Tempo (OpenTelemetry)¶
Tempo is PerfShop's distributed tracing sink. It receives OTLP spans exported by the OpenTelemetry Java agent embedded in the backend, stores them in local blocks, and feeds Grafana datasources with rich features: traces ↔ logs correlation, service map, derived span-metrics pushed to Prometheus.
Source of truth
This page is taken from tempo/tempo-config.yml, the backend JAVA_OPTS in the compose files, and the Tempo datasource in grafana/provisioning/datasources/tempo.yml.
Pinned version¶
PerfShop pins Tempo to version 2.4.2 (image grafana/tempo:2.4.2). It is the only observability image, along with Grafana, to be pinned to a specific version (the others use latest). The reason: the metrics_generator configuration and the span-metrics format have evolved between major versions, and the integration with Grafana 12.0.0 has been validated specifically against Tempo 2.4.2.
Architecture¶
flowchart LR
subgraph BE["perfshop-app (JVM)"]
direction TB
APP["Spring Boot 3.2"]
OA["OpenTelemetry agent<br/>opentelemetry-javaagent.jar"]
APP -.injected.-> OA
end
TEMPO["perfshop-tempo<br/>(2.4.2)"]
PROM[("Prometheus")]
GRAF["Grafana"]
OA -->|"OTLP gRPC :4317<br/>(spans)"| TEMPO
TEMPO -->|"metrics_generator<br/>service-graphs<br/>span-metrics<br/>remote_write"| PROM
TEMPO -->|"Tempo datasource<br/>(query)"| GRAF
PROM -->|"Prometheus datasource<br/>(spanmetrics + serviceMap)"| GRAF
Tempo configuration¶
OTLP receivers¶
Tempo exposes two OTLP endpoints simultaneously:
| Port | Protocol | Usage |
|---|---|---|
| 4317 | gRPC | Used by the OpenTelemetry Java agent of perfshop-app |
| 4318 | HTTP | Available for SDKs that do not support gRPC (curl, Python without grpcio, etc.) |
Both ports are exposed to the host via the variables TEMPO_OTLP_GRPC_PORT and TEMPO_OTLP_HTTP_PORT.
Ingester and storage¶
ingester:
trace_idle_period: 10s
max_block_bytes: 1_000_000
max_block_duration: 5m
storage:
trace:
backend: local
block:
bloom_filter_false_positive: .05
wal:
path: /var/tempo/wal
local:
path: /var/tempo/blocks
pool:
max_workers: 100
queue_depth: 10000
| Parameter | Value | Effect |
|---|---|---|
trace_idle_period |
10s | A trace inactive for 10 s is considered finished and flushed |
max_block_bytes |
1 MB | WAL blocks are cut at 1 MB |
max_block_duration |
5m | Hard duration cap per block |
backend: local |
— | Filesystem storage (named volume tempo-data) |
wal.path |
/var/tempo/wal |
Write-Ahead Log before flush |
local.path |
/var/tempo/blocks |
Flushed blocks (immutable, compacted) |
bloom_filter_false_positive |
0.05 | 5% false positives on the index bloom filters |
Server¶
| Parameter | Value | Effect |
|---|---|---|
http_listen_port |
3200 | HTTP query API (used by the Grafana Tempo datasource) |
log_level |
warn | Log level for Tempo itself (not verbose) |
stream_over_http_enabled |
true | Enables HTTP streaming for long searches |
The default host port is 19200 (variable TEMPO_HTTP_PORT).
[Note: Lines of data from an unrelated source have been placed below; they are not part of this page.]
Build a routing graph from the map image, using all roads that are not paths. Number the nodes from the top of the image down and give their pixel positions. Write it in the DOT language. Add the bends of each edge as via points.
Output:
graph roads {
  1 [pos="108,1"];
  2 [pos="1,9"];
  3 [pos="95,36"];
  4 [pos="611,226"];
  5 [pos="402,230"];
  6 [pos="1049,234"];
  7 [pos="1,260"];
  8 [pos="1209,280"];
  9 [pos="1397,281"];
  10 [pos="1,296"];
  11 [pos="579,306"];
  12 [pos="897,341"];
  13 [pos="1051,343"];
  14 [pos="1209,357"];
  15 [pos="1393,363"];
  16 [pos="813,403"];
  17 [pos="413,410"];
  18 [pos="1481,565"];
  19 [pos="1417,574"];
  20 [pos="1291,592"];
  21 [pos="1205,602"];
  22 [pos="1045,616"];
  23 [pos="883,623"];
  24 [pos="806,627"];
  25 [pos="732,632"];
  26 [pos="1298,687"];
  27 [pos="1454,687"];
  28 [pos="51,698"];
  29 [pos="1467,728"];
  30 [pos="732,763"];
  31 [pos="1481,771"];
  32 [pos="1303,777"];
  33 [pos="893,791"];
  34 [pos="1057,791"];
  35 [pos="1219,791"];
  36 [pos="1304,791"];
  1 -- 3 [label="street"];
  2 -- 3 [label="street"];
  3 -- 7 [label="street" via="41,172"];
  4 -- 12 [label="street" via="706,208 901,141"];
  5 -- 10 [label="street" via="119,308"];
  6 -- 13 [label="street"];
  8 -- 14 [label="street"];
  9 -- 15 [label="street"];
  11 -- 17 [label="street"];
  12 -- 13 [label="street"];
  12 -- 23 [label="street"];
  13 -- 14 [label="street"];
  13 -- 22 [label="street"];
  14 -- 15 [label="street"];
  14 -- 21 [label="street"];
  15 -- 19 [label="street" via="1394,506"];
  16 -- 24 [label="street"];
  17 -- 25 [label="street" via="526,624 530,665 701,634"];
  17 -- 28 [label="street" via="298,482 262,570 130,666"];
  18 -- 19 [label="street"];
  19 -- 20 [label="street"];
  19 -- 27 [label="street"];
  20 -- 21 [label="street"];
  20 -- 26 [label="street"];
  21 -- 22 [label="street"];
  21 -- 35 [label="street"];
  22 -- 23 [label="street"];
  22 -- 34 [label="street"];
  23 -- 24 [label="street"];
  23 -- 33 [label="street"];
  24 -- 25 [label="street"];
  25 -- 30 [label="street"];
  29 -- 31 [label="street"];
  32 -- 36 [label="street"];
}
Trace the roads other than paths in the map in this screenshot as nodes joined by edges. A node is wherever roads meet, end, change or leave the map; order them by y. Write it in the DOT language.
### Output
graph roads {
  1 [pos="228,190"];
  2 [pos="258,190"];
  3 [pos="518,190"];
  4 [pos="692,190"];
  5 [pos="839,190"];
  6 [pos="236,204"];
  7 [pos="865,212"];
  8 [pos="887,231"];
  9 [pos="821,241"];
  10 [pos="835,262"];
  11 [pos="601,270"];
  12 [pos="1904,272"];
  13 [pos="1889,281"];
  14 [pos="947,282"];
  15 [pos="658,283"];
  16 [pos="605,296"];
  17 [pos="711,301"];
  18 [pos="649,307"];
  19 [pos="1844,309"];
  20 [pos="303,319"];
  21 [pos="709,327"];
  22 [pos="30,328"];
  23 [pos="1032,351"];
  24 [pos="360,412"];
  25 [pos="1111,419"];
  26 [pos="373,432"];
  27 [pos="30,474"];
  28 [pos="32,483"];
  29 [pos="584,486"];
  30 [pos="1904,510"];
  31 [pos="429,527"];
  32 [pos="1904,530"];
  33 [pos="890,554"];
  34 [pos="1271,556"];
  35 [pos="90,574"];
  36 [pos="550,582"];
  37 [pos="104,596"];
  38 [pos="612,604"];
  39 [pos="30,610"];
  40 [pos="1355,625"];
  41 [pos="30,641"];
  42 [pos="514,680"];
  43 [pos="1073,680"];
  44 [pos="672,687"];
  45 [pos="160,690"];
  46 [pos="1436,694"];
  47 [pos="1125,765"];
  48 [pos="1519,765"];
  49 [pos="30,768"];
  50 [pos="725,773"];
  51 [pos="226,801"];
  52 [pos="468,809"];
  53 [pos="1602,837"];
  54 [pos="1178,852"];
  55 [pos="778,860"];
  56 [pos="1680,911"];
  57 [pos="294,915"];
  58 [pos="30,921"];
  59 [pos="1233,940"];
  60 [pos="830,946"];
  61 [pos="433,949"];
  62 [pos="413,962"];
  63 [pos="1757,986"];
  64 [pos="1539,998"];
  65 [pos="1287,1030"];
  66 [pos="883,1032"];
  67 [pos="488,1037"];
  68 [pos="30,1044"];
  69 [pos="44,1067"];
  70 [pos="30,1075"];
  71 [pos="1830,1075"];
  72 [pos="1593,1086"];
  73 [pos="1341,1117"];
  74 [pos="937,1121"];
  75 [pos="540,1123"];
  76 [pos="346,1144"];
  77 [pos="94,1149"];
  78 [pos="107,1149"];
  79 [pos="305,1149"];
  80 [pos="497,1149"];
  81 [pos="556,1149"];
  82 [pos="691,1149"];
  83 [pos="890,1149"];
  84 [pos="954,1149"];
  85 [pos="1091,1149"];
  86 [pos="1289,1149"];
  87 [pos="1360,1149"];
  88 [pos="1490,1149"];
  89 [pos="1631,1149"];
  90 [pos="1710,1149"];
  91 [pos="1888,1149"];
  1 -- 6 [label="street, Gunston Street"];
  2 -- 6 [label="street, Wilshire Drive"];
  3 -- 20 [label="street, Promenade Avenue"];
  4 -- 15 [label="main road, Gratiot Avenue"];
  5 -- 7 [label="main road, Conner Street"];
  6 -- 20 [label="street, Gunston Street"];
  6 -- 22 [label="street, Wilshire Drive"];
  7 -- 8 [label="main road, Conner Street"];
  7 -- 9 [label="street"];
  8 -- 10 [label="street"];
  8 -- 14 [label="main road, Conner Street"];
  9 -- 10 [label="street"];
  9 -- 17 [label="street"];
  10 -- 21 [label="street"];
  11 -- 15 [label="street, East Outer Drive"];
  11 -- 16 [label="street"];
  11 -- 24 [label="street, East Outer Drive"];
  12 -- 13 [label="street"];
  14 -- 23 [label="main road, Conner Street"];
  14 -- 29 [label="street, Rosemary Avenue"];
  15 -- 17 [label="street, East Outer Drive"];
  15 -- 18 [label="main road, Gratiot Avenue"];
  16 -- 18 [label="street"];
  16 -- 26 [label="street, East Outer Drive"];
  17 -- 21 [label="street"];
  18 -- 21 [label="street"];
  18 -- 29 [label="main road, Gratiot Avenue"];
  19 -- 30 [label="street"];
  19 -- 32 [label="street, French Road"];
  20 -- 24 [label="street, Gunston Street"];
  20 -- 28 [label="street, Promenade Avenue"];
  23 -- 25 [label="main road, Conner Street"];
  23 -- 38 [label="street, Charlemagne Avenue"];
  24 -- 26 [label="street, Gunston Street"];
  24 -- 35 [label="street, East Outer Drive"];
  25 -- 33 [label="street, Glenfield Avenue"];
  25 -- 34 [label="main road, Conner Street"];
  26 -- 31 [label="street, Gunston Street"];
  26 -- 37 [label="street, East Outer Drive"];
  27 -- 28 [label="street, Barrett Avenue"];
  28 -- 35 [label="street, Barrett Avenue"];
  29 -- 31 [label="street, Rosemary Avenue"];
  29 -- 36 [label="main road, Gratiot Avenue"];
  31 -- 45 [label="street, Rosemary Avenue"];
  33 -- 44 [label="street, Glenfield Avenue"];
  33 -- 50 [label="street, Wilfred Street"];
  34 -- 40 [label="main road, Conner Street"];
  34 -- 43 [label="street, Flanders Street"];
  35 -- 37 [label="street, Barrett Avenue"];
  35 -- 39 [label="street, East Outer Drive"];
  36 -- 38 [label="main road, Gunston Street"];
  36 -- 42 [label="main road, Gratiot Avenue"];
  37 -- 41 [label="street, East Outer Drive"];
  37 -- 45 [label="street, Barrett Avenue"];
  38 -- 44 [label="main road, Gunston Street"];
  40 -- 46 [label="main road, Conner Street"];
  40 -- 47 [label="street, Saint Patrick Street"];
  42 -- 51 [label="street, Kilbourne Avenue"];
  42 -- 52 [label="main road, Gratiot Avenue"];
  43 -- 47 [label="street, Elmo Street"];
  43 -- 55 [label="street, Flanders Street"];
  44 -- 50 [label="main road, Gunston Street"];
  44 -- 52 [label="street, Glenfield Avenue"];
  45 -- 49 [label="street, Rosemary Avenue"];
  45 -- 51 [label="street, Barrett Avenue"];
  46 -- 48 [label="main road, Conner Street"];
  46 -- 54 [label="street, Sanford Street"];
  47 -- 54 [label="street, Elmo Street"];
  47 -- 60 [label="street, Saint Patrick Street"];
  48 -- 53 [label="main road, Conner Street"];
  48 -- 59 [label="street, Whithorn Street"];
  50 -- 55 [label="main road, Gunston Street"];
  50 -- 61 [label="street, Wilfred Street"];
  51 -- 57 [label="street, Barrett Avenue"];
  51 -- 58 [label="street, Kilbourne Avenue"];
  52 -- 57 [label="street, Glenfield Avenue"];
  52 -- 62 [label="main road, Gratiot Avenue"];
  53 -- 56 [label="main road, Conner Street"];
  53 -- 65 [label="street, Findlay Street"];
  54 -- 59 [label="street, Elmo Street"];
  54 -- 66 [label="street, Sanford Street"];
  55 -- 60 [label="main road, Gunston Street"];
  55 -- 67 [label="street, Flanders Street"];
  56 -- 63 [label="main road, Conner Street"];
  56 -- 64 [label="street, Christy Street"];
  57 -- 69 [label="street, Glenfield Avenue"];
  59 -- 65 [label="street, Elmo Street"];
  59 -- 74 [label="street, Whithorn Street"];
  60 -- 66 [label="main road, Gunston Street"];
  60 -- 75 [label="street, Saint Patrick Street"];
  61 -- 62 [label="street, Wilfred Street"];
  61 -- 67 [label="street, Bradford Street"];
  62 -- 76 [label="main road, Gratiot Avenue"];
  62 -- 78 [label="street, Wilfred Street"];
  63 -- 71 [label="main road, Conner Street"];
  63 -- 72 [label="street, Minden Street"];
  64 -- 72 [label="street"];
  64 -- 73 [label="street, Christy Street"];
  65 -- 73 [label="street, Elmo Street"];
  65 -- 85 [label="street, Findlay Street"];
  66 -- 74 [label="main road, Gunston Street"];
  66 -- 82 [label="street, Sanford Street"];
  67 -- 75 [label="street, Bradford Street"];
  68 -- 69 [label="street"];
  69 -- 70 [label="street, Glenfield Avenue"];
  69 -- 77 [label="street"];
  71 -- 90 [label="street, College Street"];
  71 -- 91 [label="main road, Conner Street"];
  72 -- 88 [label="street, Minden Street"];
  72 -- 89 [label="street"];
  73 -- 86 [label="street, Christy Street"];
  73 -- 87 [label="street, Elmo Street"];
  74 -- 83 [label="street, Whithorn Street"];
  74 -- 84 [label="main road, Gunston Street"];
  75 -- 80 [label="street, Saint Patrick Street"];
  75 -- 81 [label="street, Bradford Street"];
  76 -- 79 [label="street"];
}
The container internal port remains 3200 — only the host mapping changes.
metrics_generator — the game changer¶
metrics_generator:
registry:
external_labels:
source: tempo
cluster: perfshop
job: perfshop-backend
storage:
path: /var/tempo/generator/wal
remote_write:
- url: http://prometheus:9090/api/v1/write
send_exemplars: true
overrides:
defaults:
metrics_generator:
processors:
- service-graphs
- span-metrics
This is where Tempo becomes much more than a simple trace store. The metrics_generator analyzes spans in real time and generates two families of derived metrics that it pushes into Prometheus via remote-write:
Family 1 — service-graphs¶
For each pair of entities (calling service → called service), generates metrics:
| Metric | Type | Description |
|---|---|---|
traces_service_graph_request_total |
counter | Number of calls |
traces_service_graph_request_failed_total |
counter | Number of failed calls |
traces_service_graph_request_server_seconds_* |
histogram | Server-side latency |
traces_service_graph_request_client_seconds_* |
histogram | Client-side latency |
These metrics feed Grafana's Service Map (Tempo datasource → Service Graph tab) which displays a directed graph of dependencies between services.
Family 2 — span-metrics¶
For each instrumented operation (HTTP URI, method, status), generates:
| Metric | Type | Description |
|---|---|---|
traces_spanmetrics_calls_total{service, span_name, status_code, ...} |
counter | Number of invocations |
traces_spanmetrics_latency_*{service, span_name, ...} |
histogram | Latency distribution |
These metrics enable the "P50 / P95 / P99 latency — all routes" panel of the Instructor APM dashboard to work — it queries Prometheus, not Tempo, but on series derived from spans.
External labels¶
These three labels are added to all the metrics pushed by Tempo into Prometheus. The label job: perfshop-backend aligns the span-metrics with the other Spring Boot metrics, which makes it possible to mix the two in a single PromQL query.
Exemplars¶
Exemplars are links from a metric to a specific trace_id. With send_exemplars: true, each histogram sample can carry a trace_id that flows up to Grafana — the user then sees clickable points on latency graphs, and a click opens the corresponding trace. It is one of the three metrics ↔ traces correlation mechanisms in the stack.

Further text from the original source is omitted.